* What you need to do *
The answer is every line of the records that holds the word "Haenke", copied in full.

* Records supplied *
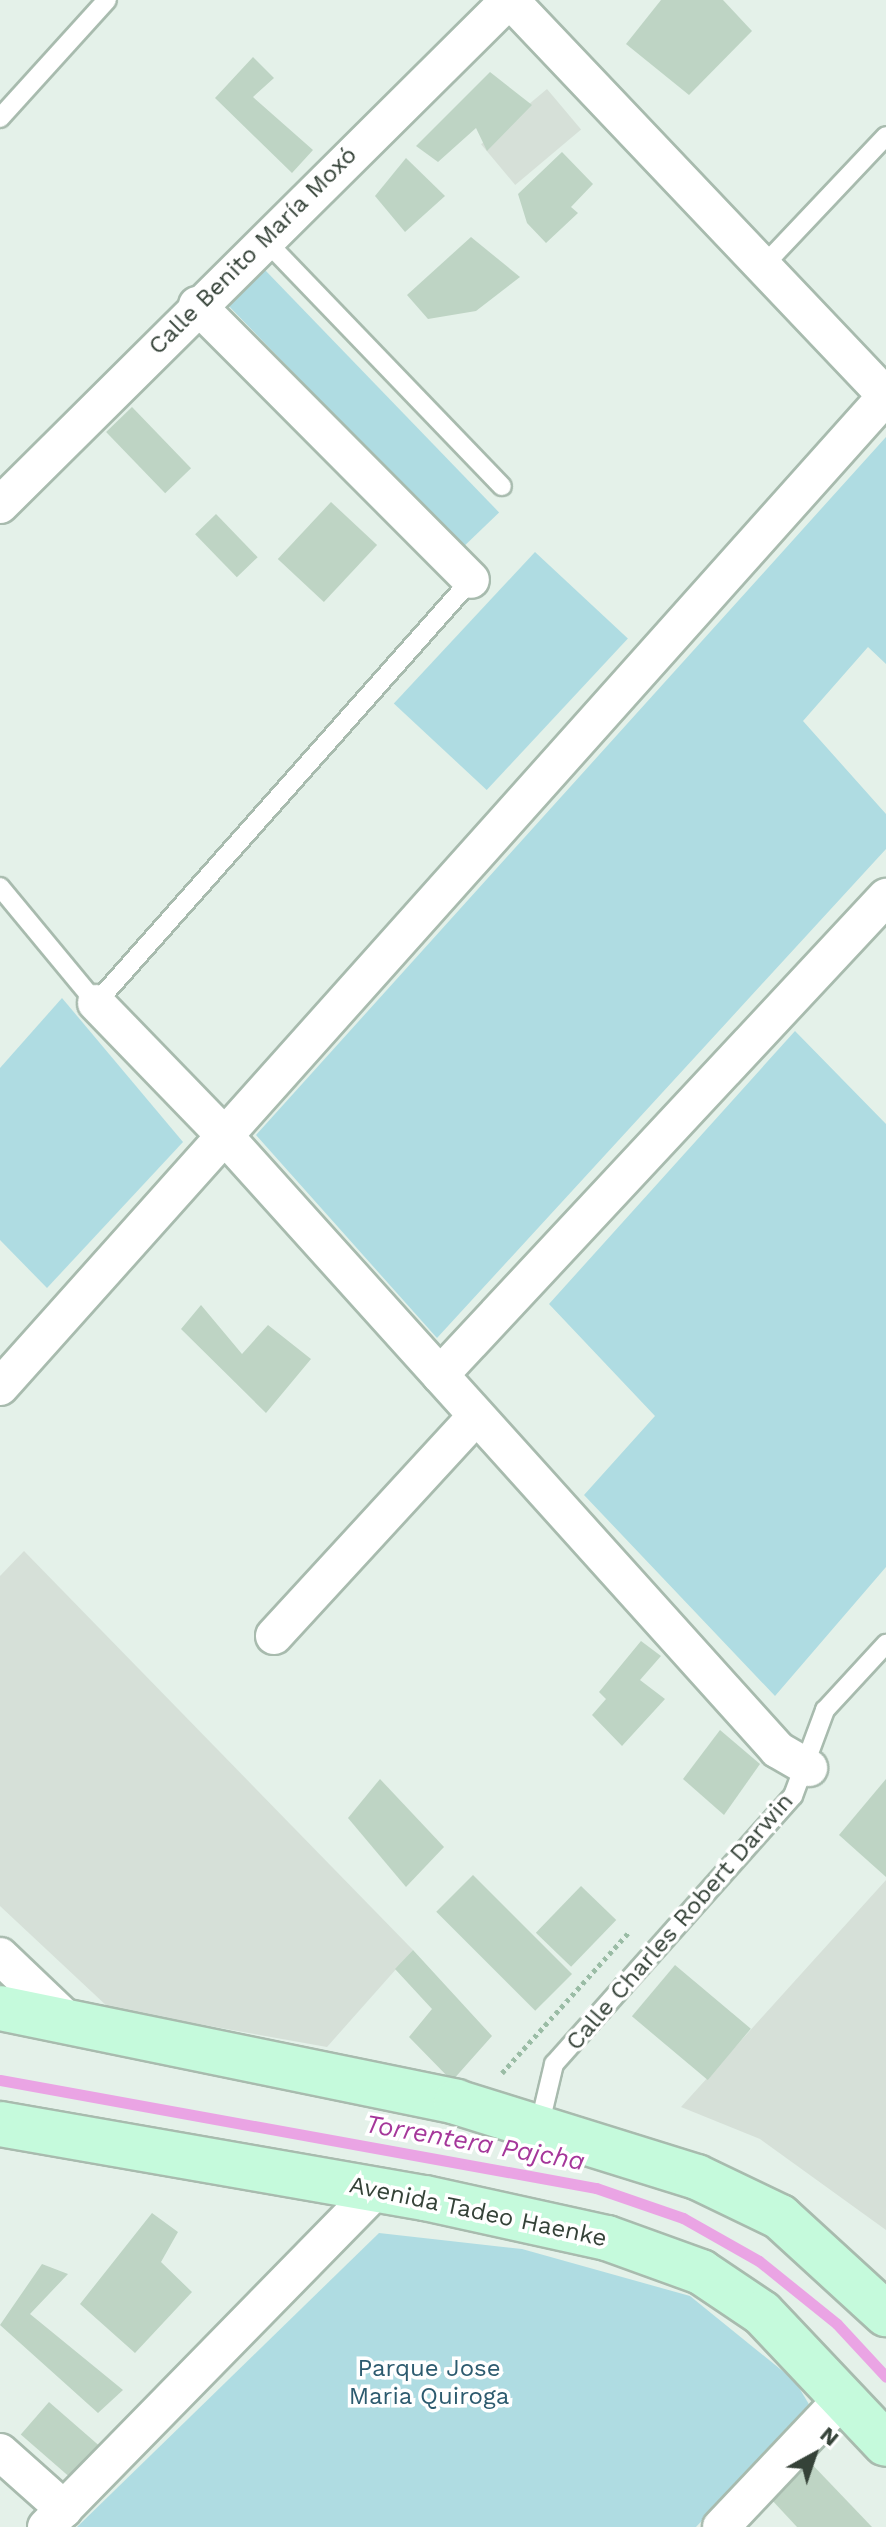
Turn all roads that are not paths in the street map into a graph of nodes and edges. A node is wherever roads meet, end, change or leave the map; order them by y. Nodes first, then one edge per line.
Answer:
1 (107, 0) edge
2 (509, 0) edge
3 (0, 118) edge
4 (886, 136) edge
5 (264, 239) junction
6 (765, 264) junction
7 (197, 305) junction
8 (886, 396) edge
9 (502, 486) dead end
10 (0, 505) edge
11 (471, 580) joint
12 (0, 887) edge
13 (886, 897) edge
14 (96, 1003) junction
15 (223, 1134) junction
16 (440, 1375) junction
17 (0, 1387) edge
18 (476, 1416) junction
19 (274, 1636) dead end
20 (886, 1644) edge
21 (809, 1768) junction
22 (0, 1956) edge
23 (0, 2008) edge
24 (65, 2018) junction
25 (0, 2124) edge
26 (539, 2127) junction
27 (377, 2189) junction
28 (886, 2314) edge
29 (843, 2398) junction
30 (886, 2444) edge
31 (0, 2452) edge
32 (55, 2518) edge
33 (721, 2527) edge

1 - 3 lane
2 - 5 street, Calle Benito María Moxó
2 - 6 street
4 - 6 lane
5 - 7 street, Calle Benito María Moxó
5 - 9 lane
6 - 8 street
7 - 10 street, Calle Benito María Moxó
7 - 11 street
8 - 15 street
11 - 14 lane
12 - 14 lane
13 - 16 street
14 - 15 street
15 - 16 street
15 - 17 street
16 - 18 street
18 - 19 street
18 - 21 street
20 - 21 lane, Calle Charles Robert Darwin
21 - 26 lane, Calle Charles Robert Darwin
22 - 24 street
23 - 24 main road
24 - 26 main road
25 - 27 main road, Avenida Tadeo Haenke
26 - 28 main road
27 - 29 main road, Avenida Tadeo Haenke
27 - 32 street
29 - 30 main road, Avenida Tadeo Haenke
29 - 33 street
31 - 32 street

* Solved exercise *
25 - 27 main road, Avenida Tadeo Haenke
27 - 29 main road, Avenida Tadeo Haenke
29 - 30 main road, Avenida Tadeo Haenke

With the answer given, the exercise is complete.